• [What you have to do] For every line in the records that has the word "Wyllie", make a copy.

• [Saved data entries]
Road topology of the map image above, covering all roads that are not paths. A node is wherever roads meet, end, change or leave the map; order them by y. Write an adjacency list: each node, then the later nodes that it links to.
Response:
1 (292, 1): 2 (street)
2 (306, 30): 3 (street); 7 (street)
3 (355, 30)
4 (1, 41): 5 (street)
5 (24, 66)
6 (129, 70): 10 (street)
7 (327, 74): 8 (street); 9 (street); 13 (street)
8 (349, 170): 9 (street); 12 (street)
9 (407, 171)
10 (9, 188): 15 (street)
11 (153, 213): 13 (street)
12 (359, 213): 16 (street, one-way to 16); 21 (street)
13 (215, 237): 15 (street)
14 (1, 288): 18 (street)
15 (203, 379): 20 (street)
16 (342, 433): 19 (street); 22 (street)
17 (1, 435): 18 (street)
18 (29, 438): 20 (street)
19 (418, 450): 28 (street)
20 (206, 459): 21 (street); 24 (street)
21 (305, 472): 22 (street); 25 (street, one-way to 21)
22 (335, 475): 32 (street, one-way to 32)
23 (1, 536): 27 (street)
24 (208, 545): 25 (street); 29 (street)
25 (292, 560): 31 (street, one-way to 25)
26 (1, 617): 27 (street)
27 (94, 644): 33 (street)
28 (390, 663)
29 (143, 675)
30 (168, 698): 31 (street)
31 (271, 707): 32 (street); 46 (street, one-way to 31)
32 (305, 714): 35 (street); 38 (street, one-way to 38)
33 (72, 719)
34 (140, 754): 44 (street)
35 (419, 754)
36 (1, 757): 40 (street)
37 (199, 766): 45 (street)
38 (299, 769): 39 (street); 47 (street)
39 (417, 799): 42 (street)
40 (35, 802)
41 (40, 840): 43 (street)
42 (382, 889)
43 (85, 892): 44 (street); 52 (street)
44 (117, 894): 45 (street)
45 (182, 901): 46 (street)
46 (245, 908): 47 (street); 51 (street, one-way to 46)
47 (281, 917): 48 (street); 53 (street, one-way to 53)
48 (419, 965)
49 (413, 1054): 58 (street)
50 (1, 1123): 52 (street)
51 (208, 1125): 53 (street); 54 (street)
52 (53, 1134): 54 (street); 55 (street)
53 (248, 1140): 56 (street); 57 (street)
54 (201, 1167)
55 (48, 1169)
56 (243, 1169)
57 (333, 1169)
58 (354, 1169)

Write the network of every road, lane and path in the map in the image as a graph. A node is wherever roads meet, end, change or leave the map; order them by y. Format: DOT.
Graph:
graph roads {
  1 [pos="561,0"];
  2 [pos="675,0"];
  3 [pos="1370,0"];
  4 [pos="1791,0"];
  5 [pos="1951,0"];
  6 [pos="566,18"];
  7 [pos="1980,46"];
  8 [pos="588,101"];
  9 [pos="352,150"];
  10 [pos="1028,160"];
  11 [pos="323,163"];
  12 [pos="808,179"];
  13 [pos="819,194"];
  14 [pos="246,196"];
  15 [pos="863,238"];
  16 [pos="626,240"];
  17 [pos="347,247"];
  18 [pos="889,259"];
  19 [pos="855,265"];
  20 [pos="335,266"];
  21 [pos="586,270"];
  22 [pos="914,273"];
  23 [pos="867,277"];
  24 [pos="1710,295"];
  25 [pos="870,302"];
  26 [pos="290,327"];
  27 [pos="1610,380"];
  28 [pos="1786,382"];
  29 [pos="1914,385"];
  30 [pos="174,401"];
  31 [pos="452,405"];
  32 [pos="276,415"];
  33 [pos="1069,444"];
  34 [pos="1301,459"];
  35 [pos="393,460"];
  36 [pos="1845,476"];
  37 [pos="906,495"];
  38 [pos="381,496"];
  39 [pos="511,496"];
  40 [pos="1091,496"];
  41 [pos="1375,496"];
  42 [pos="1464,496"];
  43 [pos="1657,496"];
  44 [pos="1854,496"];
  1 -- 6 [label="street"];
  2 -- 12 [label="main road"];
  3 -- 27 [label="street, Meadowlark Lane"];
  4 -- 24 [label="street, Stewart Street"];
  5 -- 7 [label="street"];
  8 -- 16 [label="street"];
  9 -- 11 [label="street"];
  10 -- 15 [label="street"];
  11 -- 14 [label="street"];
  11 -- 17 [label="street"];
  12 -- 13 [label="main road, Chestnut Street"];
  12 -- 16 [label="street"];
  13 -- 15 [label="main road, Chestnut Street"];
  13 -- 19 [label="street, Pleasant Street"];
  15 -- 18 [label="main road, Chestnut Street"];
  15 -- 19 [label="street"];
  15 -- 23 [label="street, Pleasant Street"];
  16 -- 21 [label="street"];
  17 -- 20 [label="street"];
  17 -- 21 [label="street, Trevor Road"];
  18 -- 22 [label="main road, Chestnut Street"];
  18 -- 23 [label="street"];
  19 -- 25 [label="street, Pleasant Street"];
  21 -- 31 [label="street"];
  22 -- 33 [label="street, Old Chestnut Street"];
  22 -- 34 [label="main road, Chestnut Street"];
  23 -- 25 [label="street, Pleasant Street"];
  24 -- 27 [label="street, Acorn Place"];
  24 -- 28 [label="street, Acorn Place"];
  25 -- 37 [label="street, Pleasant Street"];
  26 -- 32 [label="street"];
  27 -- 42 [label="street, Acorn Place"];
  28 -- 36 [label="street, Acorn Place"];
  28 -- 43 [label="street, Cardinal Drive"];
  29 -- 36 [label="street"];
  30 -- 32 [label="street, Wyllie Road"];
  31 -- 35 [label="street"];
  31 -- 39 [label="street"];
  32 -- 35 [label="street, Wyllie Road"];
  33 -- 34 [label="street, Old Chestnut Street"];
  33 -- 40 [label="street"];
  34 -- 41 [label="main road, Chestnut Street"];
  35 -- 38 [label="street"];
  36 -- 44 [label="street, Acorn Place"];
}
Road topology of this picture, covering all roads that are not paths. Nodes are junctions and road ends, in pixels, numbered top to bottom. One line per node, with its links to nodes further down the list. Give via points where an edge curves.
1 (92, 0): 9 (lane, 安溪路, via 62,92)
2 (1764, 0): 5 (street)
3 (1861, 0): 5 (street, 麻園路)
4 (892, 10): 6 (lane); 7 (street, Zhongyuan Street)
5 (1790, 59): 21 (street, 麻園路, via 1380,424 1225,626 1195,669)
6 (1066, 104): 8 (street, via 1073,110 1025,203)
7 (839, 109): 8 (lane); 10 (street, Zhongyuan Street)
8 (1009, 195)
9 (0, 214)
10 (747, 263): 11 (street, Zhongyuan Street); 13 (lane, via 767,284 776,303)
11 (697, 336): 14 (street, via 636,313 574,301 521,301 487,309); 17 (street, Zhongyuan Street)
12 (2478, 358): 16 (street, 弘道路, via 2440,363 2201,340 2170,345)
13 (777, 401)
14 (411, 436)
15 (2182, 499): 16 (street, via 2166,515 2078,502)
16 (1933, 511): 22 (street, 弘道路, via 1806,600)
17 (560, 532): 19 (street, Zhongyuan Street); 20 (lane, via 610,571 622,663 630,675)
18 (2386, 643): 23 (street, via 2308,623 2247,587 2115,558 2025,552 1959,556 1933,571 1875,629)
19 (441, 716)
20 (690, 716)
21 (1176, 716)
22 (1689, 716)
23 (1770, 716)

• [Solution to the problem]
  30 -- 32 [label="street, Wyllie Road"];
  32 -- 35 [label="street, Wyllie Road"];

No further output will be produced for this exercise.